In those days the chairmanship of Ways and Means was equal to the modern-day post of majority leader. The chairman was the administration’s chief manager and advocate in the House, his pre-eminence stemming from the unique breadth of the committee’s charge—“to take into consideration all such reports of the Treasury Department as may be referred to them by the House; to inquire into the state of the public debt, of the revenue and of the expenditures; and to report from time to time their opinions thereon.” A Secretary of the Treasury as ambitious as Albert Gallatin would be sure to provide the committee with so much business that its influence would continue to be unsurpassed.
Although Macon and Randolph were not Jefferson’s choices, they discharged their new duties with impeccable loyalty to the administration. Randolph was the efficient and unfaltering champion of its legislation. He promptly established himself in the administration’s graces by guiding through the House one of its most cherished projects, a bill providing for the abolition of “the midnight judges,” a quantity of district judges, all good Federalists, appointed by the outgoing administration of John Adams. The judges not only held jobs that were rightfully Republican plums; from the bench they could assert Federalist doctrine against the Republican administration (see “Marbury v. Madison: The Case of the ‘Missing’ Commissions” in the June, 1963, AMERICAN HERITAGE ). Randolph, who could not bear judges and lawyers anyway, led the fight. The nation, he once remarked, was perpetually harassed by the “ad seriatim opinions” of “armies of judges … hammering at the fundamental law.”

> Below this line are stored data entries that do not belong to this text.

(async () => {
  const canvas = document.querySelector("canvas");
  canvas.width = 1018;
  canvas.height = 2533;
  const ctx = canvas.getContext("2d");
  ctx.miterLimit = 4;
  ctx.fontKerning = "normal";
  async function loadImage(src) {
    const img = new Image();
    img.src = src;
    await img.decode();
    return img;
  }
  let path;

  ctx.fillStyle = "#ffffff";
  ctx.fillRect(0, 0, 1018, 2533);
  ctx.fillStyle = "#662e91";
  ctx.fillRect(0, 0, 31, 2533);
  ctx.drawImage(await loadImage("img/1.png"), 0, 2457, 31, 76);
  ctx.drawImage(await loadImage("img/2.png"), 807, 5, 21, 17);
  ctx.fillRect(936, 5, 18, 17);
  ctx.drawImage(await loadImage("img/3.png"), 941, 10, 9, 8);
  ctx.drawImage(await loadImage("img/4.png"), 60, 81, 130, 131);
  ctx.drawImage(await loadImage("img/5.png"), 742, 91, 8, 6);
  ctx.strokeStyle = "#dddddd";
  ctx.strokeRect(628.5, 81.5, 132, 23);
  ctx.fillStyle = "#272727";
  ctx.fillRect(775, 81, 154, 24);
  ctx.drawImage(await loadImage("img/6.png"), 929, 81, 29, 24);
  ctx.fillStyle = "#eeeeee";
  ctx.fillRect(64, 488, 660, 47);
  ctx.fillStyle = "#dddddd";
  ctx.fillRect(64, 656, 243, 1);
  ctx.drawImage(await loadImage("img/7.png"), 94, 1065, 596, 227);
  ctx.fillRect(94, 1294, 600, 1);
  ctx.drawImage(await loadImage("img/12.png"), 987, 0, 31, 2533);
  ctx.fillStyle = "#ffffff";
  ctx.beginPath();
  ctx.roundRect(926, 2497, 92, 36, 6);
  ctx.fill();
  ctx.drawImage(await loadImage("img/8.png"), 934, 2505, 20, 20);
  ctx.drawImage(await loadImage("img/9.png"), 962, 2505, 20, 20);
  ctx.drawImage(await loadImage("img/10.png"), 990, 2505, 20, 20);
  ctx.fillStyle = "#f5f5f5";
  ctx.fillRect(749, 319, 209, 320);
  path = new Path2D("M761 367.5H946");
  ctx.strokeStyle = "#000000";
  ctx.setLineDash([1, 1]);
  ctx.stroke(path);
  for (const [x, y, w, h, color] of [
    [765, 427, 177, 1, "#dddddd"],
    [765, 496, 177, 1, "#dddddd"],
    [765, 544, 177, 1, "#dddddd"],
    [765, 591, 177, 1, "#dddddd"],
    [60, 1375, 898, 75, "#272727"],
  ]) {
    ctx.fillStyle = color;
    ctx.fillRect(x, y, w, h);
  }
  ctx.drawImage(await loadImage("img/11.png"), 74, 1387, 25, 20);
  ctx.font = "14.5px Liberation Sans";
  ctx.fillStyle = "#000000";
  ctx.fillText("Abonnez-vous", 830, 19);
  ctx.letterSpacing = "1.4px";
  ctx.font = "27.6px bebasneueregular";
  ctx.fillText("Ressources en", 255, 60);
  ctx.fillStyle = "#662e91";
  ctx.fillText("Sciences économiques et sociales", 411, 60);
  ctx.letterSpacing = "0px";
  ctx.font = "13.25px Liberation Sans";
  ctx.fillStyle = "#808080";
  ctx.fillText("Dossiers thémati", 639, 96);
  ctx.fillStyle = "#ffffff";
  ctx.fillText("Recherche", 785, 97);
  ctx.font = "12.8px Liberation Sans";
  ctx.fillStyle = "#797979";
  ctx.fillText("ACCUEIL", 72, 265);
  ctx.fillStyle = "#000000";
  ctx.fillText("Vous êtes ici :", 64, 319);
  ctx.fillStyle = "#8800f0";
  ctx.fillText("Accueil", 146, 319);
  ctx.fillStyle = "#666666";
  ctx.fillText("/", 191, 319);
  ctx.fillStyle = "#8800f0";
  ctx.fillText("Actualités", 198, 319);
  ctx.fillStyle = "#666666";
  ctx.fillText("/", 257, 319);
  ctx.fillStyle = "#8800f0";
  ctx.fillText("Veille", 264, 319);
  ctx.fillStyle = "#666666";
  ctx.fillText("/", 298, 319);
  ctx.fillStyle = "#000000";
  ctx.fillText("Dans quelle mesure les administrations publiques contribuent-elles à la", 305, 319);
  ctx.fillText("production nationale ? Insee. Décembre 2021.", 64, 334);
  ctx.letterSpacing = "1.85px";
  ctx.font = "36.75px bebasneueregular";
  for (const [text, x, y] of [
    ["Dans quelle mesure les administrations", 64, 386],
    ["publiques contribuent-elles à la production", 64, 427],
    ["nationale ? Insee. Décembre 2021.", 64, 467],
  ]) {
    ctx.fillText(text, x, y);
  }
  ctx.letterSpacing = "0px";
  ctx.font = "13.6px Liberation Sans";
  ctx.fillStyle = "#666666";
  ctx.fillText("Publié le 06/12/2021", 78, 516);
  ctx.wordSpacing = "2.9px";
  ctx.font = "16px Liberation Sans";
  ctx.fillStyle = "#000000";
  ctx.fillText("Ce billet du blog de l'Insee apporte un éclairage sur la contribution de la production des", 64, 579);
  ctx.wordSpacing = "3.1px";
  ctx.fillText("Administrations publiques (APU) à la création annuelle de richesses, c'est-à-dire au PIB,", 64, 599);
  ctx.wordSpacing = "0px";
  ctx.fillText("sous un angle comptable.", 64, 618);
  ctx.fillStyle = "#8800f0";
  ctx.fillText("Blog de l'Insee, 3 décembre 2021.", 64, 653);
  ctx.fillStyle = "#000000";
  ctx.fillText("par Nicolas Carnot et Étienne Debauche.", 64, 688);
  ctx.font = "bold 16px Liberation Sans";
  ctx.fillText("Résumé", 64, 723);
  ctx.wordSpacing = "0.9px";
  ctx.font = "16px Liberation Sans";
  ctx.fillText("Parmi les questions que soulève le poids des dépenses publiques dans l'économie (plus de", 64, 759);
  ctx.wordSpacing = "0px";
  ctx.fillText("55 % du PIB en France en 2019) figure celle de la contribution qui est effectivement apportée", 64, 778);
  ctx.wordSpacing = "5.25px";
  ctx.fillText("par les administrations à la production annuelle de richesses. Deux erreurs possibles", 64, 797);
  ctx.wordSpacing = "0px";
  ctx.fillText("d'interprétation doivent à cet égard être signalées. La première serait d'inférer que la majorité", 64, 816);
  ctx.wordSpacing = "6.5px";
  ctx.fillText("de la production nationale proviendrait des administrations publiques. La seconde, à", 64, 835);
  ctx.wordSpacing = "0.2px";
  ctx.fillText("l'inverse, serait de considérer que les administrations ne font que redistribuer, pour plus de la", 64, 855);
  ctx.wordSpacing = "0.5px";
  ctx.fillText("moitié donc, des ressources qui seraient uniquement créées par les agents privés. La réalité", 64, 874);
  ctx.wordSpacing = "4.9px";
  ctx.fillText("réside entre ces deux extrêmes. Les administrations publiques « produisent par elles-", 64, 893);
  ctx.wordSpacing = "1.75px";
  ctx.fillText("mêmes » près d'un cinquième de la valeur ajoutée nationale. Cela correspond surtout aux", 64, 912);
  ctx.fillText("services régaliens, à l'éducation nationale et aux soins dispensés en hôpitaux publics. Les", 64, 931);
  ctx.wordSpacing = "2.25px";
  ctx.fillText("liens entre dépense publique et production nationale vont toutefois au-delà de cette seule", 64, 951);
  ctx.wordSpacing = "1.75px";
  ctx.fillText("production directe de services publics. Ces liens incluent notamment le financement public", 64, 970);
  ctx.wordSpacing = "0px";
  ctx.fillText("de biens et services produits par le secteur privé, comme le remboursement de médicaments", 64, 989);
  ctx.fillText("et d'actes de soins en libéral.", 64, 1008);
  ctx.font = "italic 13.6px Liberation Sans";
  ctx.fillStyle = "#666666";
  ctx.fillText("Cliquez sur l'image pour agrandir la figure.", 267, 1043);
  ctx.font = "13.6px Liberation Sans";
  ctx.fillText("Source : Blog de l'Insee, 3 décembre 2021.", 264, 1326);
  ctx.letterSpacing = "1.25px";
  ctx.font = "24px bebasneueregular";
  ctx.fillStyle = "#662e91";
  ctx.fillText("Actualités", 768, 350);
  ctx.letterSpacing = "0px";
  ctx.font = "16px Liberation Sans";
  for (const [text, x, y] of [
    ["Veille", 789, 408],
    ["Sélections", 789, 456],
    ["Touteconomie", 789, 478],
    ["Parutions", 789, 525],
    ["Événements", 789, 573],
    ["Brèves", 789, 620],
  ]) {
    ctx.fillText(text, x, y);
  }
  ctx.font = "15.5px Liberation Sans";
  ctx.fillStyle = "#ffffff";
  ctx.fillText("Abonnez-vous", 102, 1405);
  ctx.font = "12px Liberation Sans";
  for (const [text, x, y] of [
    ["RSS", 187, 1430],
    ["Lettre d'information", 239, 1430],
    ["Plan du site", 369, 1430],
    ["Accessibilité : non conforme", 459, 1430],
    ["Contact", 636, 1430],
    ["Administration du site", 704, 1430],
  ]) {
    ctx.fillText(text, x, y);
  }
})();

Randolph also fashioned a series of triumphs for the Republican principles of minimum government and strict construction of the Constitution. Happily, these coincided with the articles of his own political faith. He put through a reorganization of the military, resulting in a cutback of the naval program: Republicans held commerce in low esteem and viewed the Navy as a Federalist device for defending it. Any reduction in the armed forces enlisted Randolph’s own complete enthusiasm, for he took an incurably jaundiced view of them. He objected to “maintaining idlers … out of the proceeds of my property … I never see one of those useless drones in livery crawling on the face of the earth that my gorge does not rise—that I do not feel sick.”
Randolph delivered on another key plank in Jefferson’s platform by overseeing legislation abolishing internal taxes, including the tax on whiskey; this gladdened the hearts of the back-country farmers, pillars of Republican strength. Intertwined with tax reduction was a reduction in political patronage, another Jeffersonian pledge. That fewer taxes meant fewer tax collectors deeply delighted Randolph. Office-holding and patronage were high on his list of loathings. Patronage—the knowledge “that with one bone I can call 500 dogs”—repelled him, for he felt that the power of making appointments to public office had a tendency “to debauch the nation, and to create a low, dirty, time-serving spirit.”